Często w danej rodzinie jest jakaś operatywna osoba, nieraz nawet z wykształceniem prawniczym, która z powodzeniem mogłaby reprezentować swojego bliskiego w śledztwie i sprawie karnej, np. poszkodowanego w wypadku czy pobitego w bójce. Skoro członek rodziny może być pełnomocnikiem w sprawie cywilnej, dlaczego takiej możliwości nie wprowadzić w postępowaniu karnym?
(...)Tylko w sytuacji, gdy pokrzywdzony jest osobą nieporadną (poważnie chorą), jego prawa może wykonywać ten, pod którego opieką pozostaje (art. 51 kodeksu postępowania karnego).
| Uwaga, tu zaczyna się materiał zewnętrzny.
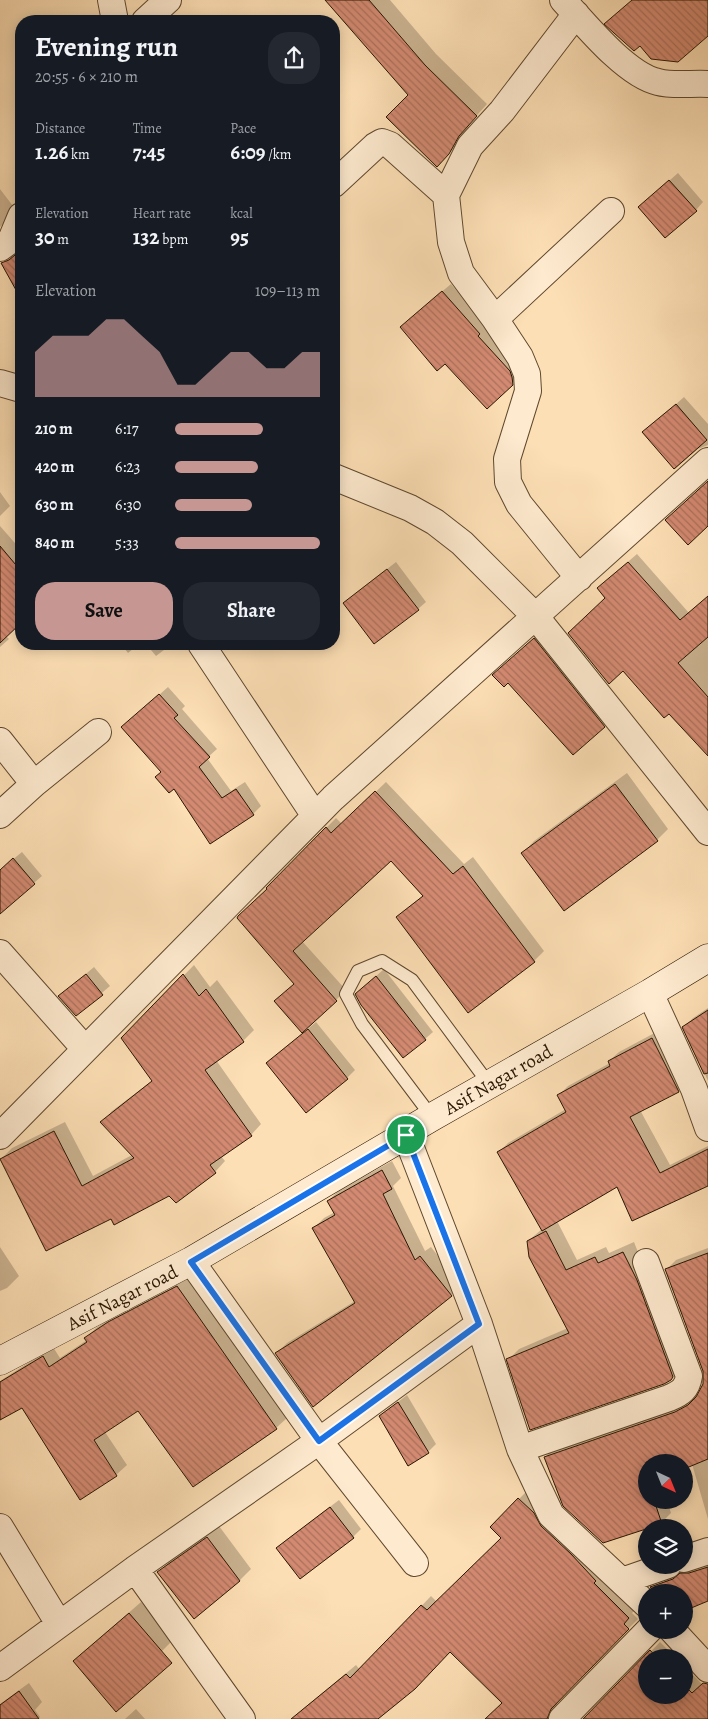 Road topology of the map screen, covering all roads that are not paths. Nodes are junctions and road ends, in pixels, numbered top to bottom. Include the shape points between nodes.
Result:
1 (111, 0) edge
2 (168, 0) edge
3 (570, 7) edge
4 (114, 15) edge
5 (152, 15) edge
6 (708, 84) edge
7 (340, 178) edge
8 (446, 195) junction
9 (611, 211) dead end
10 (15, 230) edge
11 (0, 248) edge
12 (495, 319) junction
13 (0, 383) edge
14 (15, 387) edge
15 (708, 462) edge
16 (340, 479) edge
17 (579, 578) junction
18 (536, 618) junction
19 (205, 650) edge
20 (98, 732) dead end
21 (0, 741) edge
22 (34, 784) junction
23 (0, 815) edge
24 (315, 816) junction
25 (708, 832) edge
26 (0, 953) edge
27 (708, 958) edge
28 (650, 993) junction
29 (85, 1049) junction
30 (489, 1084) junction
31 (701, 1087) edge
32 (432, 1117) junction
33 (708, 1128) edge
34 (406, 1135) junction
35 (0, 1136) edge
36 (191, 1262) junction
37 (646, 1262) dead end
38 (479, 1324) junction
39 (0, 1361) edge
40 (319, 1441) junction
41 (520, 1449) junction
42 (0, 1527) edge
43 (708, 1551) edge
44 (693, 1556) edge
45 (415, 1562) dead end
46 (135, 1568) junction
47 (642, 1574) edge
48 (622, 1581) junction
49 (638, 1596) edge
50 (59, 1624) junction
51 (640, 1639) edge
52 (680, 1639) edge
53 (0, 1668) edge
54 (708, 1669) edge
55 (242, 1719) edge
56 (562, 1719) edge

1 - 4 street
2 - 5 street
3 - 6 street via 621,61 641,75 658,82
3 - 8 street via 502,111 470,146
7 - 8 street via 382,142 390,145
8 - 12 street via 451,242 460,273
9 - 12 street
10 - 11 street via 11,240
12 - 17 street via 527,374 528,391 507,459 508,482 519,504
13 - 14 street
15 - 17 street
16 - 18 street via 410,508 435,522 462,543
17 - 18 street
18 - 24 street
18 - 25 street
19 - 24 street
20 - 22 street
21 - 22 street
22 - 23 street
24 - 29 street
26 - 29 street
27 - 28 main road, Asif Nagar road
28 - 30 main road, Asif Nagar road
28 - 31 street
29 - 35 street
30 - 32 main road, Asif Nagar road
30 - 32 lane via 412,980 382,962 358,971 346,994 362,1024
31 - 33 street
32 - 34 main road, Asif Nagar road
34 - 36 main road, Asif Nagar road
34 - 38 street
36 - 39 main road, Asif Nagar road
36 - 40 street
37 - 41 street via 690,1376 687,1386 669,1398
38 - 40 street
38 - 41 street
40 - 45 street
40 - 46 street
41 - 48 street via 551,1515
42 - 50 street
43 - 44 street
46 - 50 street
46 - 55 street
47 - 48 street
48 - 49 street
50 - 53 street
51 - 56 street
52 - 54 street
(...)Przeciwnicy argumentują, że sprawy karne należą do najtrudniejszych - nie każdy prawnik daje sobie z nimi radę, a co dopiero krewny, który nim nie jest. Poza tym kolejne osoby uprawnione do występowania w postępowaniu mogą je spowalniać.- Kierownictwo Ministerstwa Sprawiedliwości zna propozycję, ale zastanawia się jeszcze, jakie zająć stanowisko - powiedział w piątek „Rz" sędzia Sławomir Różycki z MS.